● Brief: The response must be made up of the lines in the entries below that contain "Botura".

● Input:
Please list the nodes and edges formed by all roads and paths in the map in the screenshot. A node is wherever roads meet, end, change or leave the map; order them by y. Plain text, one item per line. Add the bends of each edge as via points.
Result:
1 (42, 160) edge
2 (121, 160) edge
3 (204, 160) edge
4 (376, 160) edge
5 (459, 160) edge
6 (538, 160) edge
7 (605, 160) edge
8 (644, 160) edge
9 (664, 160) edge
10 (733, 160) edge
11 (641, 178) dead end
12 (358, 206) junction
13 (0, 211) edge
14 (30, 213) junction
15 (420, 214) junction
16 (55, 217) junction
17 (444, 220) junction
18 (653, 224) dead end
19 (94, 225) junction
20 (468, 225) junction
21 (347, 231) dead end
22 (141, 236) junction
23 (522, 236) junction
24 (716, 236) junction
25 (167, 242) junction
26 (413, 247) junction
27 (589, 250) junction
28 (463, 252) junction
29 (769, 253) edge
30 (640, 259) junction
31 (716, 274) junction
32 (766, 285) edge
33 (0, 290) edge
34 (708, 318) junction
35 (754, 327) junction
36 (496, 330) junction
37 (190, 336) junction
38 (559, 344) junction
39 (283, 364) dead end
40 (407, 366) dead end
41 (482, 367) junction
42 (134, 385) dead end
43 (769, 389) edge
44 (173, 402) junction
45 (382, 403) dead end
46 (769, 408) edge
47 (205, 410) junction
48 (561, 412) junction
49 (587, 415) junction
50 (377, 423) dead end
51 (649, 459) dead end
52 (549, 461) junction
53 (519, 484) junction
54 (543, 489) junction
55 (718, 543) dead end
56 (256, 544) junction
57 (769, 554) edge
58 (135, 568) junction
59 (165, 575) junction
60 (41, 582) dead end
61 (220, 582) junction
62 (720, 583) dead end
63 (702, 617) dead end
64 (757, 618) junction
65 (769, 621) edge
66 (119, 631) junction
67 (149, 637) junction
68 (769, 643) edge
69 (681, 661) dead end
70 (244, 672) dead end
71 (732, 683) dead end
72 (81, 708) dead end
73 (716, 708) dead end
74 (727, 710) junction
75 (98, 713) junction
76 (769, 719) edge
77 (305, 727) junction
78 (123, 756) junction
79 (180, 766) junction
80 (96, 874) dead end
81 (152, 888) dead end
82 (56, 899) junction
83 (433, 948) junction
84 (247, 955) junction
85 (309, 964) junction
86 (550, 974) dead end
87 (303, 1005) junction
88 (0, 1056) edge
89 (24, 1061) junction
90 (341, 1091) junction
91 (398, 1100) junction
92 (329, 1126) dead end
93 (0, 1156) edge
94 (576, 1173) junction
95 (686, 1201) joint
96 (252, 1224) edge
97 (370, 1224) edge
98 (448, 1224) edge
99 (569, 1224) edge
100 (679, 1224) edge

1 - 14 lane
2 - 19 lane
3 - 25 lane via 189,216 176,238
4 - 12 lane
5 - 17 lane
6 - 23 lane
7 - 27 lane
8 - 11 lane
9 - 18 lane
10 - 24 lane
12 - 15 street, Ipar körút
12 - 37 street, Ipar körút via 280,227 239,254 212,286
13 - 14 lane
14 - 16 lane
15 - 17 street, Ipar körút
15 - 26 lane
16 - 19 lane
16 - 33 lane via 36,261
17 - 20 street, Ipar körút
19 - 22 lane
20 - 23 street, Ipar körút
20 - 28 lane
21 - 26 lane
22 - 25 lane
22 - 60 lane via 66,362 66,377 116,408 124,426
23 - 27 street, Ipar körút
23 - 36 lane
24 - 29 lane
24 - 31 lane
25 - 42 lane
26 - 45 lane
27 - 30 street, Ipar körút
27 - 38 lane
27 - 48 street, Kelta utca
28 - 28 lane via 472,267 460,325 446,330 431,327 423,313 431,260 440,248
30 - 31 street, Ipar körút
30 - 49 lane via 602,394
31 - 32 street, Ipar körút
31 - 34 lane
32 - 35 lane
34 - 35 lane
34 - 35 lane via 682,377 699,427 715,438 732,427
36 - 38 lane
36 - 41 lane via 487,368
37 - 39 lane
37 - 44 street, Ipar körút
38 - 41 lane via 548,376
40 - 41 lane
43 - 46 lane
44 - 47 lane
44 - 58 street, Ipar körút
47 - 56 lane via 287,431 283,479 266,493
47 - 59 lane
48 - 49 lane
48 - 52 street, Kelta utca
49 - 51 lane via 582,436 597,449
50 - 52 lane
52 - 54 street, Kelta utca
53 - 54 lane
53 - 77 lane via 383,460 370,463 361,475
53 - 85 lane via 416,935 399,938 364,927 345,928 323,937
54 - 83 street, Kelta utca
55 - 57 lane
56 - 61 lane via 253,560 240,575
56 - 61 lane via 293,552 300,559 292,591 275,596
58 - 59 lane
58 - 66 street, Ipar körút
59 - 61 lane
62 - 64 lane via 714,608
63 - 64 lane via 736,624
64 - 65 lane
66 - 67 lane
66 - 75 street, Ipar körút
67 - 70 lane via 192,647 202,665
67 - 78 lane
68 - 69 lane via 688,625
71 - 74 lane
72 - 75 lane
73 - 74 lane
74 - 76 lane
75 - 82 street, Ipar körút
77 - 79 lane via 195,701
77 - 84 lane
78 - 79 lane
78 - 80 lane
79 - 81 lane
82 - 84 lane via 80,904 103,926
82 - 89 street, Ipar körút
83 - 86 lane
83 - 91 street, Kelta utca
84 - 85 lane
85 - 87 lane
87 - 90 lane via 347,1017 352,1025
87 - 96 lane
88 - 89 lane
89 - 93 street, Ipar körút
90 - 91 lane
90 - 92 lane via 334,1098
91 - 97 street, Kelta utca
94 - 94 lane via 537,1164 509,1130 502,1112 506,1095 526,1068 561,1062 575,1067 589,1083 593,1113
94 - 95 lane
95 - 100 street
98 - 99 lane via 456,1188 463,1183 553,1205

...

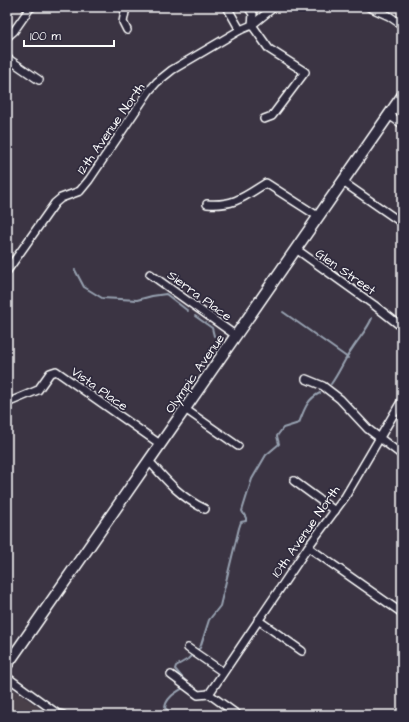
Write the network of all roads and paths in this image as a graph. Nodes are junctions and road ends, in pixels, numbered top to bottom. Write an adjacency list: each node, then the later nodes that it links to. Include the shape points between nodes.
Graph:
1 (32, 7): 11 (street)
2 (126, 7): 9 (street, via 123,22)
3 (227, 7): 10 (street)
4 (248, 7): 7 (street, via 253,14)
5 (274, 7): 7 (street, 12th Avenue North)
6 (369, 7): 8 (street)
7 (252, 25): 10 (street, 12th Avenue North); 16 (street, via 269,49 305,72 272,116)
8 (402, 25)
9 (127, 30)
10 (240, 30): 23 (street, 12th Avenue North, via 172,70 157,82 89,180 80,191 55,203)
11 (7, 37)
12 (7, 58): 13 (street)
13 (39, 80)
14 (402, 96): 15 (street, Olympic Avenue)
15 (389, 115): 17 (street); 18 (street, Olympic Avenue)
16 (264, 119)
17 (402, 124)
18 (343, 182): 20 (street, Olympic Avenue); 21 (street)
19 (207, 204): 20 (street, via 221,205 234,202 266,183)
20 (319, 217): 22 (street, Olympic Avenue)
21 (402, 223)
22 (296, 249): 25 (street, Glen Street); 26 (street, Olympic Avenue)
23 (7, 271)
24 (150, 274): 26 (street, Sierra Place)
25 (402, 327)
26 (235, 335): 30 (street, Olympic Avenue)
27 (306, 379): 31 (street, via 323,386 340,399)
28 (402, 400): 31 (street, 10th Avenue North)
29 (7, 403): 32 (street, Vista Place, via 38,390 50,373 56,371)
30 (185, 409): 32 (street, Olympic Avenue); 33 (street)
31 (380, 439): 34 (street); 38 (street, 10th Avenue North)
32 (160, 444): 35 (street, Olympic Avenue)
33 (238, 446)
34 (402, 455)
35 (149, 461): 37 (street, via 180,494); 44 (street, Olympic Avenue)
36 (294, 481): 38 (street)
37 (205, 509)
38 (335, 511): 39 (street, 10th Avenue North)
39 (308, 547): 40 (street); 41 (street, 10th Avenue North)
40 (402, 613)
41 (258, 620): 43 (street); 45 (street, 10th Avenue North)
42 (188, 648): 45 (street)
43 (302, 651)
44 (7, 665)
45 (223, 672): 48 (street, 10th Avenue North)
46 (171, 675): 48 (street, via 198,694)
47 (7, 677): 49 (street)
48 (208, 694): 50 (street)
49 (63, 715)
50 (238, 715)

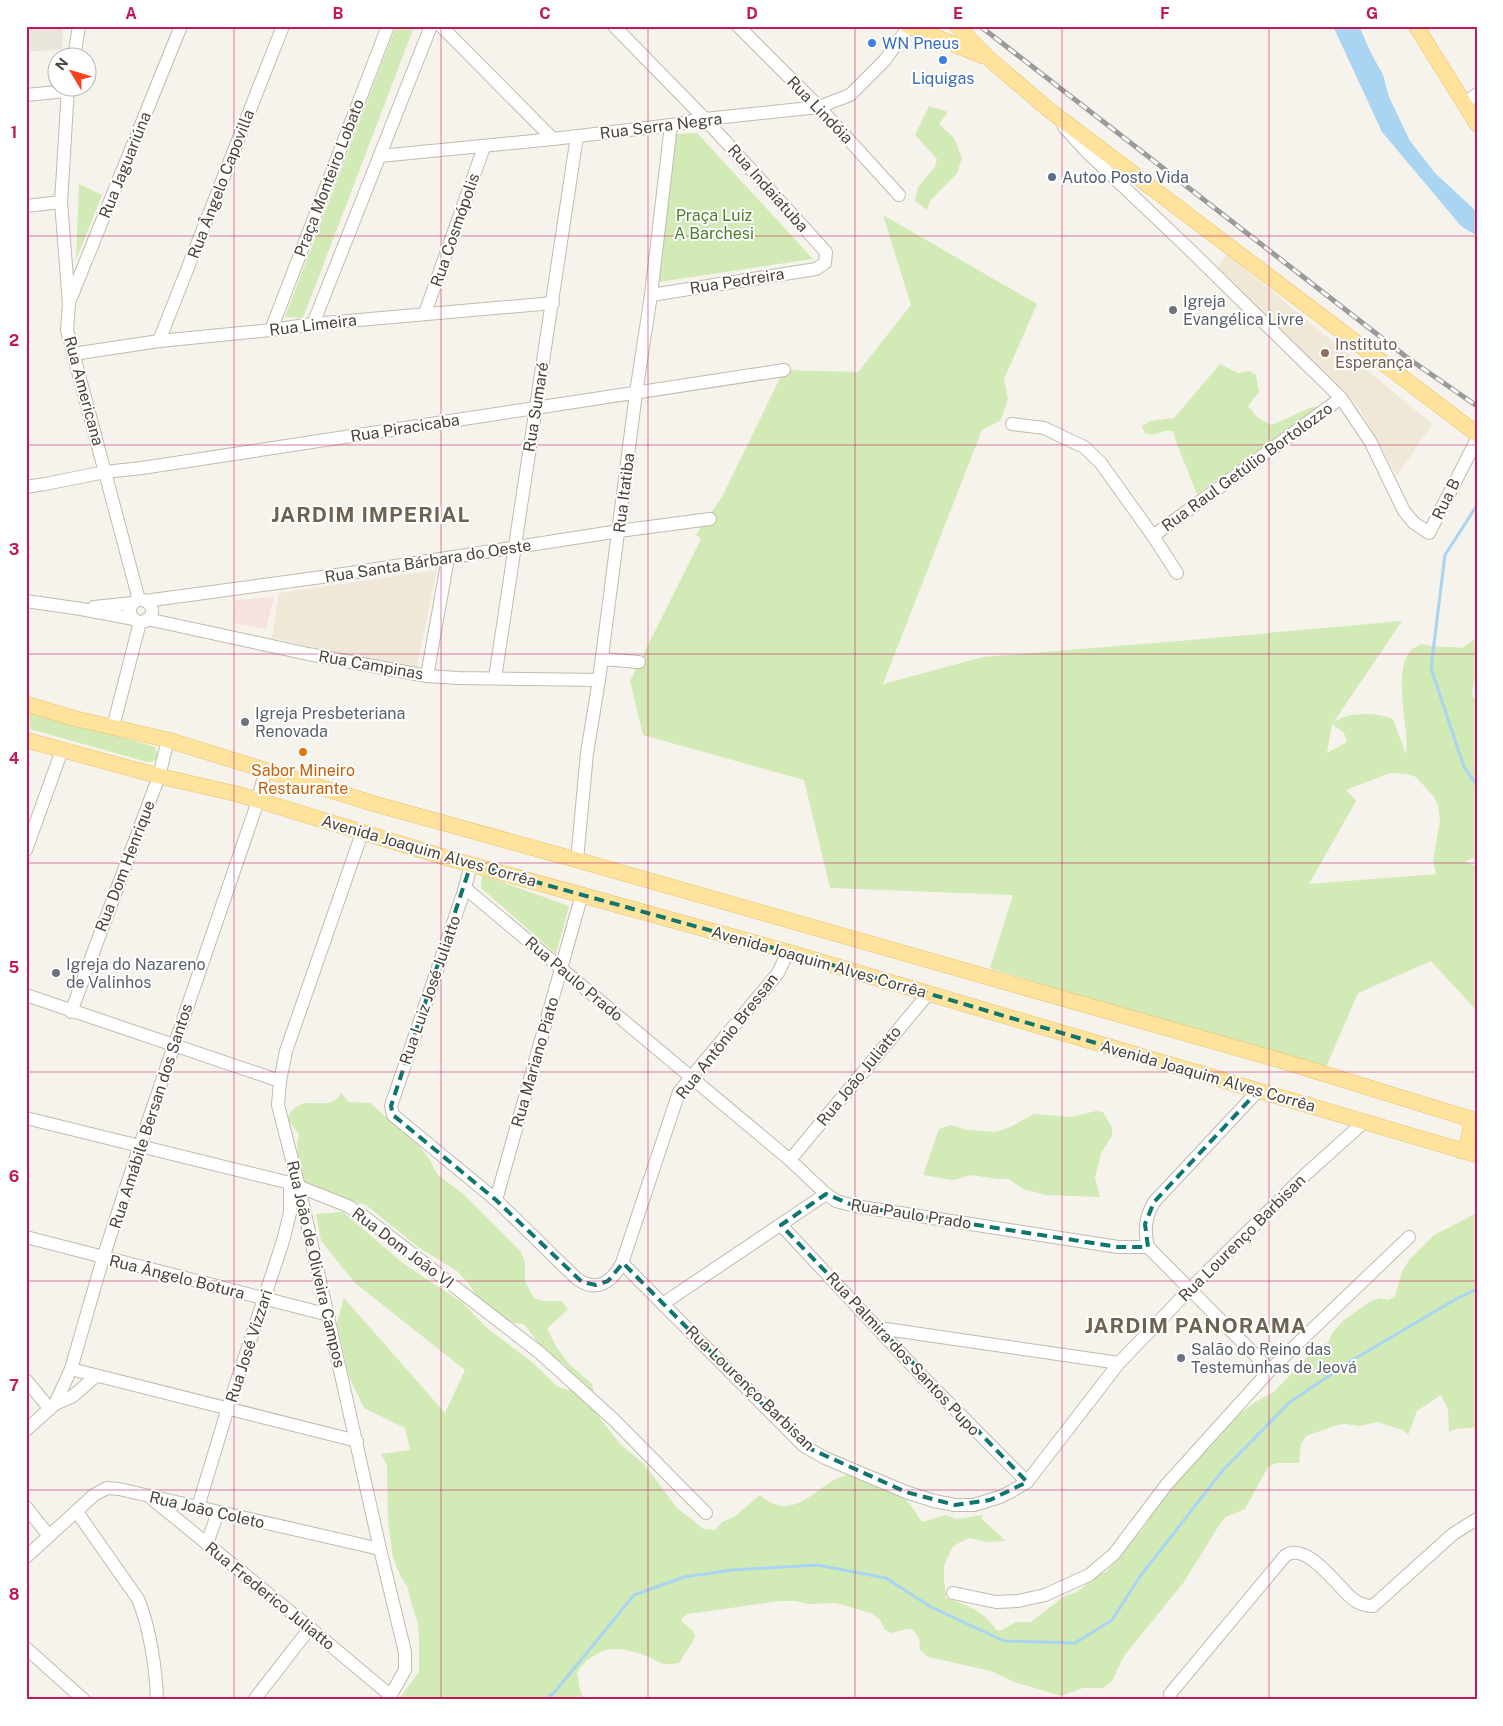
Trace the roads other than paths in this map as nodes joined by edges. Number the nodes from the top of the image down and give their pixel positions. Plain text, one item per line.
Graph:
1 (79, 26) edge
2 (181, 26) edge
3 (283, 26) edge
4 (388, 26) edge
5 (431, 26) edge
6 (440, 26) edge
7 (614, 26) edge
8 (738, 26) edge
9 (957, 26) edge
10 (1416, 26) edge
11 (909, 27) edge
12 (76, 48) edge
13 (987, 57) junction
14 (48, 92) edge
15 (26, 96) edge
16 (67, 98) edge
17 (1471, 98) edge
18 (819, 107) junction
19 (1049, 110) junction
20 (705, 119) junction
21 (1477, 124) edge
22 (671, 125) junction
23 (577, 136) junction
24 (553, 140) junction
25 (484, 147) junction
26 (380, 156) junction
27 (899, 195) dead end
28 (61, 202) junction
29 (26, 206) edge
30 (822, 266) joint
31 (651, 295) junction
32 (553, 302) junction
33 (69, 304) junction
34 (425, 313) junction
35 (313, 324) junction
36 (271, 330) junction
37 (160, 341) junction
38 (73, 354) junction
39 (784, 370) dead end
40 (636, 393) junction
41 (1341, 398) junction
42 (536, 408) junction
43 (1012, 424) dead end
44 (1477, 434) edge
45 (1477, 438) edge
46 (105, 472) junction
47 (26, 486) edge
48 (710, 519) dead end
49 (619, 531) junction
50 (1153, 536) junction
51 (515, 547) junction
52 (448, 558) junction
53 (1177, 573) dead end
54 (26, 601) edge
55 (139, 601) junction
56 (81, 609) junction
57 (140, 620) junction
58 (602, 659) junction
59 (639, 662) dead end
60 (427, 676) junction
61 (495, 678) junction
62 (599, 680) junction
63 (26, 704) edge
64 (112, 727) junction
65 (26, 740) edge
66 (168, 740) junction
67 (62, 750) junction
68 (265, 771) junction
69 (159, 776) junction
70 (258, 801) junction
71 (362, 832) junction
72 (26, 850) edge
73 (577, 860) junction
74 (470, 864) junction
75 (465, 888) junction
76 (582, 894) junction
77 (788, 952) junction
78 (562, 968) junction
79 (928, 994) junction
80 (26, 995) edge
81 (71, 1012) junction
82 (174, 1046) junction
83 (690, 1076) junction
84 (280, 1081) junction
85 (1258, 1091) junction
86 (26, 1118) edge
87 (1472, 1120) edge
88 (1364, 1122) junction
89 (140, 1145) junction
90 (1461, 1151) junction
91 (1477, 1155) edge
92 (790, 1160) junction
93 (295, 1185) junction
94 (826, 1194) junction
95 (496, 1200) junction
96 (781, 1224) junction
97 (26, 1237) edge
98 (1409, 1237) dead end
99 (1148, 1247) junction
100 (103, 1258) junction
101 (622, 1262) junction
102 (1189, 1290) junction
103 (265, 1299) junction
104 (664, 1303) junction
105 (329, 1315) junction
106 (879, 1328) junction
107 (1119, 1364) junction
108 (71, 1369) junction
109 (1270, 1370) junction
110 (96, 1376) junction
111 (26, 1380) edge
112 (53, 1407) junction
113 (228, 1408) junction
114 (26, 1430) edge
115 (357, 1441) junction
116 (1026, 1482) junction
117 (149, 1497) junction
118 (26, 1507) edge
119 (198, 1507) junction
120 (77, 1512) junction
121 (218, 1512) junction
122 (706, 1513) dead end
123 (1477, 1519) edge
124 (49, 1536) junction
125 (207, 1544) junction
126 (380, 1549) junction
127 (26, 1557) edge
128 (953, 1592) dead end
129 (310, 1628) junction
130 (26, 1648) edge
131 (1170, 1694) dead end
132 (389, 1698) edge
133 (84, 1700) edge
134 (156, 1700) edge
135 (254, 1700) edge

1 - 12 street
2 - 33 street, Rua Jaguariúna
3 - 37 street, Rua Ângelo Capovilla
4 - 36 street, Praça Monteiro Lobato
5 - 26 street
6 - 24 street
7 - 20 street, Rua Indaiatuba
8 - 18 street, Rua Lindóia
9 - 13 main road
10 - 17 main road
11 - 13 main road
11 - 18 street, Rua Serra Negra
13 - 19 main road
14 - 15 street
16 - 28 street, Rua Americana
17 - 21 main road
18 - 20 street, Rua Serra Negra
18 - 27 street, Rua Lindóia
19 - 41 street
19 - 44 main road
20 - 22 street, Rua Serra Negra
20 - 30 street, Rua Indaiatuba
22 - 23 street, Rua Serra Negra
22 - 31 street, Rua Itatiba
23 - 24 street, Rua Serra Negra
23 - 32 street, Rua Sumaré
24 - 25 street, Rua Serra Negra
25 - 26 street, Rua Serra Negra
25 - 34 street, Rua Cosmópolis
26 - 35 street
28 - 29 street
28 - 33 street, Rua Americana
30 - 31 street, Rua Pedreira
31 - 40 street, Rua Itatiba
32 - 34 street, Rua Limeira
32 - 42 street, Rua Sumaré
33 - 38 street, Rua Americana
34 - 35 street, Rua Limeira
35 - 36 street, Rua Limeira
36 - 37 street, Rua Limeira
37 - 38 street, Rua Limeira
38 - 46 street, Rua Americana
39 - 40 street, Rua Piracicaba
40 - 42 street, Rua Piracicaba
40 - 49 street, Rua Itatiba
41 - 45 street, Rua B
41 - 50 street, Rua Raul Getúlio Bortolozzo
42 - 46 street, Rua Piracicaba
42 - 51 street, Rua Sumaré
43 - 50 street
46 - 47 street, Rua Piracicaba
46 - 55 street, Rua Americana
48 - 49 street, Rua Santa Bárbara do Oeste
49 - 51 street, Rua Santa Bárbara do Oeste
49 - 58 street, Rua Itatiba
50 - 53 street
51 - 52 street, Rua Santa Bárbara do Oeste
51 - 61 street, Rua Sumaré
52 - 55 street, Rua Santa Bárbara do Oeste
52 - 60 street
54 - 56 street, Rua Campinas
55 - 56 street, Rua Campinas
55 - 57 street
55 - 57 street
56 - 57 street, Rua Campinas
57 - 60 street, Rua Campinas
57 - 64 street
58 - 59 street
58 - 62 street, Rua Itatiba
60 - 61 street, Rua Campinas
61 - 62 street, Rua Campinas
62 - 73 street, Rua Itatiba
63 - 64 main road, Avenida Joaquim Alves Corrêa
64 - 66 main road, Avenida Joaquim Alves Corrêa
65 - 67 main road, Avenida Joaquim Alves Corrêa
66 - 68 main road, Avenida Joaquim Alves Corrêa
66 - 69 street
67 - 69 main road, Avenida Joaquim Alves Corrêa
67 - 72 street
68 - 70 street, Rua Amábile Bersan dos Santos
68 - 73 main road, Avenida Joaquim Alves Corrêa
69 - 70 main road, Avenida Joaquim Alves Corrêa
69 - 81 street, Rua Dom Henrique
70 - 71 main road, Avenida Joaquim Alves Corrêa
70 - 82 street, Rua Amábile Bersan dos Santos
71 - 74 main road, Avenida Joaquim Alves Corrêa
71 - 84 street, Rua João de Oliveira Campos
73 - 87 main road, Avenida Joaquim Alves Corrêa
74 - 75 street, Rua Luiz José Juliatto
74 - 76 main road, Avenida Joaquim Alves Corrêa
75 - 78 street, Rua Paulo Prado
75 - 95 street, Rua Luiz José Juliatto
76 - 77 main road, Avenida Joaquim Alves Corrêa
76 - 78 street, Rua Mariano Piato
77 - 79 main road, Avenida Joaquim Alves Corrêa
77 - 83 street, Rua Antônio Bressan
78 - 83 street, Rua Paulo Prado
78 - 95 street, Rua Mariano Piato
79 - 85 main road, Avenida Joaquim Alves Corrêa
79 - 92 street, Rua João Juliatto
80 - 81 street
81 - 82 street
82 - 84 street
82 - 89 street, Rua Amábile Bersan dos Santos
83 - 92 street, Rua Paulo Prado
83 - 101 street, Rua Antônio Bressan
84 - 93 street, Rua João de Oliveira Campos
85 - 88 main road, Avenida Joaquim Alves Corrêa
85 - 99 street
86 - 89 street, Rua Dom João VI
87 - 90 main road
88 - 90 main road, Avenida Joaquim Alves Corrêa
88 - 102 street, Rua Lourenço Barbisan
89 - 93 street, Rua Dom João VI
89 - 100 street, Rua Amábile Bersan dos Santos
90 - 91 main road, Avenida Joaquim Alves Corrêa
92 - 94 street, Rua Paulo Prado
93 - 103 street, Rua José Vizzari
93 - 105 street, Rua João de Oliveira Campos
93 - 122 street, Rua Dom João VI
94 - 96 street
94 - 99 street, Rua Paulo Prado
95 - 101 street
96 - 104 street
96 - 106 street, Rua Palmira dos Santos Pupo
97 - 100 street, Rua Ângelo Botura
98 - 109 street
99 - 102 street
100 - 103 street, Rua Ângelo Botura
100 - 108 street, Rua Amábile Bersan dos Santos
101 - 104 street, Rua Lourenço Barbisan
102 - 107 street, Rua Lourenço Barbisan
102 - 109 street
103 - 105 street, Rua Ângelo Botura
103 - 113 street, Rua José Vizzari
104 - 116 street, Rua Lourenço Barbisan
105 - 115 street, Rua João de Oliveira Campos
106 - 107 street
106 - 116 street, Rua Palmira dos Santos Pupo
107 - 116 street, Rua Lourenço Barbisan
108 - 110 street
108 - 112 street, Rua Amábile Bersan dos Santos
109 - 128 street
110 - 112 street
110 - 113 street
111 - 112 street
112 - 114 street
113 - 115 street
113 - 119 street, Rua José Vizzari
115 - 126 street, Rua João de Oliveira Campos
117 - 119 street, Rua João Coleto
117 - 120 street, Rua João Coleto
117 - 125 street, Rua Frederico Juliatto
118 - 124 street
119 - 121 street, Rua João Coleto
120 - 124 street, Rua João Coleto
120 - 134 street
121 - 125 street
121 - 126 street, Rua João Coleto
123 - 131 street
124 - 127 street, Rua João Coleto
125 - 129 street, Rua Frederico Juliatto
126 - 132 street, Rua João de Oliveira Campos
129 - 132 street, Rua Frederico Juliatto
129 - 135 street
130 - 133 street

● Response for this exercise:
97 - 100 street, Rua Ângelo Botura
100 - 103 street, Rua Ângelo Botura
103 - 105 street, Rua Ângelo Botura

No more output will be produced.